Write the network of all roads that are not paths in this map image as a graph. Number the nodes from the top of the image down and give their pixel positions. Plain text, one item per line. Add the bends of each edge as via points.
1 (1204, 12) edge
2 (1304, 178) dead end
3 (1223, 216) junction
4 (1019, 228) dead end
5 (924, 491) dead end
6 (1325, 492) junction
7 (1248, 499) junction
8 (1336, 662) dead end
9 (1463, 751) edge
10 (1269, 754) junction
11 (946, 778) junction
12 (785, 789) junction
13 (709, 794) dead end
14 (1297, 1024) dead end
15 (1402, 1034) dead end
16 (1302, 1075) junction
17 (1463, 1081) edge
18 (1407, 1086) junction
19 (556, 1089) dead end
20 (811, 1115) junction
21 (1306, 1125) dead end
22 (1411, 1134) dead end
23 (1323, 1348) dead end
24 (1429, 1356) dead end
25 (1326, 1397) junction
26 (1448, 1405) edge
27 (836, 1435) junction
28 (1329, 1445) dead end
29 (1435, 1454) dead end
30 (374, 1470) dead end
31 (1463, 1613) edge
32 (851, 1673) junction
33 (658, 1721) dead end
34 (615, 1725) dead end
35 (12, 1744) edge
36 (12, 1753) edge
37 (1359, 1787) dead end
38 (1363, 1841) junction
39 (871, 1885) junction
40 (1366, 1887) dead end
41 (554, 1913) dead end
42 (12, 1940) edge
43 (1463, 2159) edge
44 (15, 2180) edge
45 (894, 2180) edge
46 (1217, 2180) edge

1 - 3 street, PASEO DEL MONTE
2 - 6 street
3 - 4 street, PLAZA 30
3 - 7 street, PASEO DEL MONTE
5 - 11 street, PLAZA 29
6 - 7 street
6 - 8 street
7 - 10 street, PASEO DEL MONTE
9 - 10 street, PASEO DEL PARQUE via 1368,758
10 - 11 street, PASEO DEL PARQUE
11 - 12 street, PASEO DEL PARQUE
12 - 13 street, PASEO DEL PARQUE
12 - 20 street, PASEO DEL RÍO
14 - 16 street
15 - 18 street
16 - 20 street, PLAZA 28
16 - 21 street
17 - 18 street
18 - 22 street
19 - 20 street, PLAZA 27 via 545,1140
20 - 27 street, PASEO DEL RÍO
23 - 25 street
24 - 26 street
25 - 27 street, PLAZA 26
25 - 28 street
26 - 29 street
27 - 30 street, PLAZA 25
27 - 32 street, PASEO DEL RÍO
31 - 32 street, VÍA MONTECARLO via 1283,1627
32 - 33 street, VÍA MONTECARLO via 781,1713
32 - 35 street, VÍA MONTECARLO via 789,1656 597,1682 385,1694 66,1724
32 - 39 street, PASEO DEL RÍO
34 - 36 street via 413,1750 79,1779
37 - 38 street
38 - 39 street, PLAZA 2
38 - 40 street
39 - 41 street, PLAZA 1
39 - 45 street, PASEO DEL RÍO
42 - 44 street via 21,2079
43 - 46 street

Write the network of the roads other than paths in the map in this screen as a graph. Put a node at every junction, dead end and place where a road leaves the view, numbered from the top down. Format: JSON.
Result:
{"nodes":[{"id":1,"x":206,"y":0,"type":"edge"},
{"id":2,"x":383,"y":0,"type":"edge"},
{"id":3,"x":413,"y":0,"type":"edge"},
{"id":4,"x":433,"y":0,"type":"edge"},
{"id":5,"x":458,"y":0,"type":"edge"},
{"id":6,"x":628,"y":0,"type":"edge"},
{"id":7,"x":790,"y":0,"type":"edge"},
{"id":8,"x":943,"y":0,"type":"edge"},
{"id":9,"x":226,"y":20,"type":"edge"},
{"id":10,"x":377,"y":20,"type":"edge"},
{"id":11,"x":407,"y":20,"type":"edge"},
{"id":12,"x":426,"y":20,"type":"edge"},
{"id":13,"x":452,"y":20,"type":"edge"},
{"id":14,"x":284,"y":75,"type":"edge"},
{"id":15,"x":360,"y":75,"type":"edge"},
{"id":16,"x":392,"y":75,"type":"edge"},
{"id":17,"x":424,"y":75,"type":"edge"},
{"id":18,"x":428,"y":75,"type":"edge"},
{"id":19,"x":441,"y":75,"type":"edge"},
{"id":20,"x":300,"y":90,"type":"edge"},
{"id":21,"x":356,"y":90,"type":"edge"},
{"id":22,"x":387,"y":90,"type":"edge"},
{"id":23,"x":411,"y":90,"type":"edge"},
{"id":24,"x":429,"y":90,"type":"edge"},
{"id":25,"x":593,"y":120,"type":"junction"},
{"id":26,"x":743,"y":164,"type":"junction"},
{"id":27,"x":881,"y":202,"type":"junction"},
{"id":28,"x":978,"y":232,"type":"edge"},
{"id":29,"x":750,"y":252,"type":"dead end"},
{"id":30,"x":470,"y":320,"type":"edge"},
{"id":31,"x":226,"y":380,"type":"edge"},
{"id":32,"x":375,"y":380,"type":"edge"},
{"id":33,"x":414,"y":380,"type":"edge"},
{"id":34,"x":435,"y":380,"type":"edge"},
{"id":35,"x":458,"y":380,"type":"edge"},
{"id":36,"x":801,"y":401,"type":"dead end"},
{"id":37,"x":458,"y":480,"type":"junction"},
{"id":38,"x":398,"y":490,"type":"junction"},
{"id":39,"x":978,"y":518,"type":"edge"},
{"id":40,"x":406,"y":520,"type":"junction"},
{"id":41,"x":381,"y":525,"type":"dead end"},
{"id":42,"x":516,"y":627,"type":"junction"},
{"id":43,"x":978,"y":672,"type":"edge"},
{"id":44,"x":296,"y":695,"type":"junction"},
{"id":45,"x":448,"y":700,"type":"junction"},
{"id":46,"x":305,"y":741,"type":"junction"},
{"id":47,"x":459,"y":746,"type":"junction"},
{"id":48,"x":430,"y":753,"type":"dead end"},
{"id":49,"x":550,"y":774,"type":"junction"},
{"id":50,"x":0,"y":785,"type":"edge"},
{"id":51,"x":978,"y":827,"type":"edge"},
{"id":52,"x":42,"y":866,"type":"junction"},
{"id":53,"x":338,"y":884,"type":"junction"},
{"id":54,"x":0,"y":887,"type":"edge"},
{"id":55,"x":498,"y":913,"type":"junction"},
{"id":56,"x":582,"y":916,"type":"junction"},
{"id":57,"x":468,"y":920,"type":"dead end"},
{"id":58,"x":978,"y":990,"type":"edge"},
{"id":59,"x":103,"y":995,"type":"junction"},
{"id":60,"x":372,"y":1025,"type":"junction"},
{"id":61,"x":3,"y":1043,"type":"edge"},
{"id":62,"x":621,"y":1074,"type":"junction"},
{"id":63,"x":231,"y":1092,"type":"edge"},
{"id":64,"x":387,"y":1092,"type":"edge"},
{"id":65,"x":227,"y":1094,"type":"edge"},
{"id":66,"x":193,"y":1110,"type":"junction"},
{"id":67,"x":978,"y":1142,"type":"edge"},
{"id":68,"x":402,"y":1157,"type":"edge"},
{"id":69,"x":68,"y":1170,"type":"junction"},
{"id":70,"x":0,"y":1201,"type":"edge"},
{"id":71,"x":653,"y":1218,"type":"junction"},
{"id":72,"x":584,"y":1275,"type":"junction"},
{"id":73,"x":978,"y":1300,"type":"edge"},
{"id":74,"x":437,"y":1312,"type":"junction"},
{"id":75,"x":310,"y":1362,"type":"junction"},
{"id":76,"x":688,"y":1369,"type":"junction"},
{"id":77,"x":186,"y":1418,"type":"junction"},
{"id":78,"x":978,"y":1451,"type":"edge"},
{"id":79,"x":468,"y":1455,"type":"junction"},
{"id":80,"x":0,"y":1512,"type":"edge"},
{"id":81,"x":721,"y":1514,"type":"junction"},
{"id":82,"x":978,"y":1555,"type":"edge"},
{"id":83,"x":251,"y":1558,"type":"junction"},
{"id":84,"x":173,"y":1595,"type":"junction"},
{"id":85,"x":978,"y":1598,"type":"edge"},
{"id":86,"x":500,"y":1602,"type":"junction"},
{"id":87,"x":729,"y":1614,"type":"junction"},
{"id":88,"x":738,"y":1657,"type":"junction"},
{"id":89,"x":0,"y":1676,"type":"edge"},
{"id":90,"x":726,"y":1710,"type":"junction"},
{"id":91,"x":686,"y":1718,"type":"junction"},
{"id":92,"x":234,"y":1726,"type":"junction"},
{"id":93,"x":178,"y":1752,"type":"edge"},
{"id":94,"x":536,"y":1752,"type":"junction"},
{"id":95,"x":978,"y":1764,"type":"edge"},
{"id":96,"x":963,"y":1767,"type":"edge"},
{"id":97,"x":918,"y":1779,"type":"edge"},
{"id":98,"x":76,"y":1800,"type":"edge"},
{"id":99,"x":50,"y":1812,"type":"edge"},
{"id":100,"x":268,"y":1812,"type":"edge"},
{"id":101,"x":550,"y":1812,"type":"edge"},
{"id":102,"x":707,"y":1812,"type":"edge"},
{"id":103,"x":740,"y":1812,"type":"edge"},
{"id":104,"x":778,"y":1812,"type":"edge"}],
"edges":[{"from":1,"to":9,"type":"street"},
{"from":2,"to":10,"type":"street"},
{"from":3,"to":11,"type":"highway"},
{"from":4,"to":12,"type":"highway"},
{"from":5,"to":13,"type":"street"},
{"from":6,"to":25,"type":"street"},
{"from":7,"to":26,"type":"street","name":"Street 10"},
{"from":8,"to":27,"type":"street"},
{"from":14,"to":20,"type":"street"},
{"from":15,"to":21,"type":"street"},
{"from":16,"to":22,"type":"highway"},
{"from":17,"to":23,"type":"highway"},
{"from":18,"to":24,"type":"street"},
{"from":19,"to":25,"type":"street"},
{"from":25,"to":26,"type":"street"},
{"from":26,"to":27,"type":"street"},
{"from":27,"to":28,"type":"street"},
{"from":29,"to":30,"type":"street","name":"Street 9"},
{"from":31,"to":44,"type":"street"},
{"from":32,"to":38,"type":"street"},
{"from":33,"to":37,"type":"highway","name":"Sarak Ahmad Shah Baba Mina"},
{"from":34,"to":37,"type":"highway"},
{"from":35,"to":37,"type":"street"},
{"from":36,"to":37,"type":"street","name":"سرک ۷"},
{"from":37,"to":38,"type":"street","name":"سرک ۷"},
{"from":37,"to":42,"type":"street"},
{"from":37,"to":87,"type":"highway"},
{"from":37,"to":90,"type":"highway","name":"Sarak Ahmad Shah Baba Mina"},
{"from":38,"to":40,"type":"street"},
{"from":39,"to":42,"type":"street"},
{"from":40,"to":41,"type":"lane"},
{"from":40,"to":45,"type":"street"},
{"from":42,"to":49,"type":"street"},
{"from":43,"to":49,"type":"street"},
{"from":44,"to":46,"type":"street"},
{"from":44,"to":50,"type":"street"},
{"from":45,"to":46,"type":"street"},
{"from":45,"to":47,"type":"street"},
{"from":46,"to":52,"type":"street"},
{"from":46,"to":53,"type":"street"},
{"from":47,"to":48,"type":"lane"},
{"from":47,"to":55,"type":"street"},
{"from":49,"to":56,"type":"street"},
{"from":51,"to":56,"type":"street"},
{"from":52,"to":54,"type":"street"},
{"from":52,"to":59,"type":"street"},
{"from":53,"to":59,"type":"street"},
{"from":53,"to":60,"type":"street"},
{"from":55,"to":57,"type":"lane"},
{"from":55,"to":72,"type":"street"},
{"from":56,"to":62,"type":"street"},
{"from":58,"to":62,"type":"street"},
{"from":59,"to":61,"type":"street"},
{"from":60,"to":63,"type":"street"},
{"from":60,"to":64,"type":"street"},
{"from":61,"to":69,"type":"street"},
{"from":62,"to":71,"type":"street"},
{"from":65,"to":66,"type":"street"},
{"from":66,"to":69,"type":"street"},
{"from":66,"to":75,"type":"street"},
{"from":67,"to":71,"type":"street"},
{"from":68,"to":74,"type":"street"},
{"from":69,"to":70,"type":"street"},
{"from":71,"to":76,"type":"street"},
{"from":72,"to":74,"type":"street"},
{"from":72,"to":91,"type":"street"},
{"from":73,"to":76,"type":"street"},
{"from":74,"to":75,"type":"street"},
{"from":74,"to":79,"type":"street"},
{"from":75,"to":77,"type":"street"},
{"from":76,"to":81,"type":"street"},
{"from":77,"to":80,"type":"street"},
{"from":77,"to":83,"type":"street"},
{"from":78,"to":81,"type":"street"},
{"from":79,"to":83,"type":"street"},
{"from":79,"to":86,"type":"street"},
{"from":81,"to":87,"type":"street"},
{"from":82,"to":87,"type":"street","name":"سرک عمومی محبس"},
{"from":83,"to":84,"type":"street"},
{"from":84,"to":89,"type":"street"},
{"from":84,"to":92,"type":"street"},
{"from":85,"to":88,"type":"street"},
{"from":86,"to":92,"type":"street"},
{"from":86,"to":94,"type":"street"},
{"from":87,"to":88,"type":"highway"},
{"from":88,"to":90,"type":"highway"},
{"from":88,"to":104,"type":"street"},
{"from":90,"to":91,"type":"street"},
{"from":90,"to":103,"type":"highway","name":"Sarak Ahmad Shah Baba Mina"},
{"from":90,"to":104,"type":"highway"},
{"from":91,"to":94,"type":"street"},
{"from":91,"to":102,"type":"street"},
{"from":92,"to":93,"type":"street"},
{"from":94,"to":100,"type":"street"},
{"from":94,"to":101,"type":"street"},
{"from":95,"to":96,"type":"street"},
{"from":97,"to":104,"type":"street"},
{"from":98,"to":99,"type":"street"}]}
################
**What to work on:**
Your answer should consist of copies of the lines above that include the string "PLAZA".

**Your response:**
3 - 4 street, PLAZA 30
5 - 11 street, PLAZA 29
16 - 20 street, PLAZA 28
19 - 20 street, PLAZA 27 via 545,1140
25 - 27 street, PLAZA 26
27 - 30 street, PLAZA 25
38 - 39 street, PLAZA 2
39 - 41 street, PLAZA 1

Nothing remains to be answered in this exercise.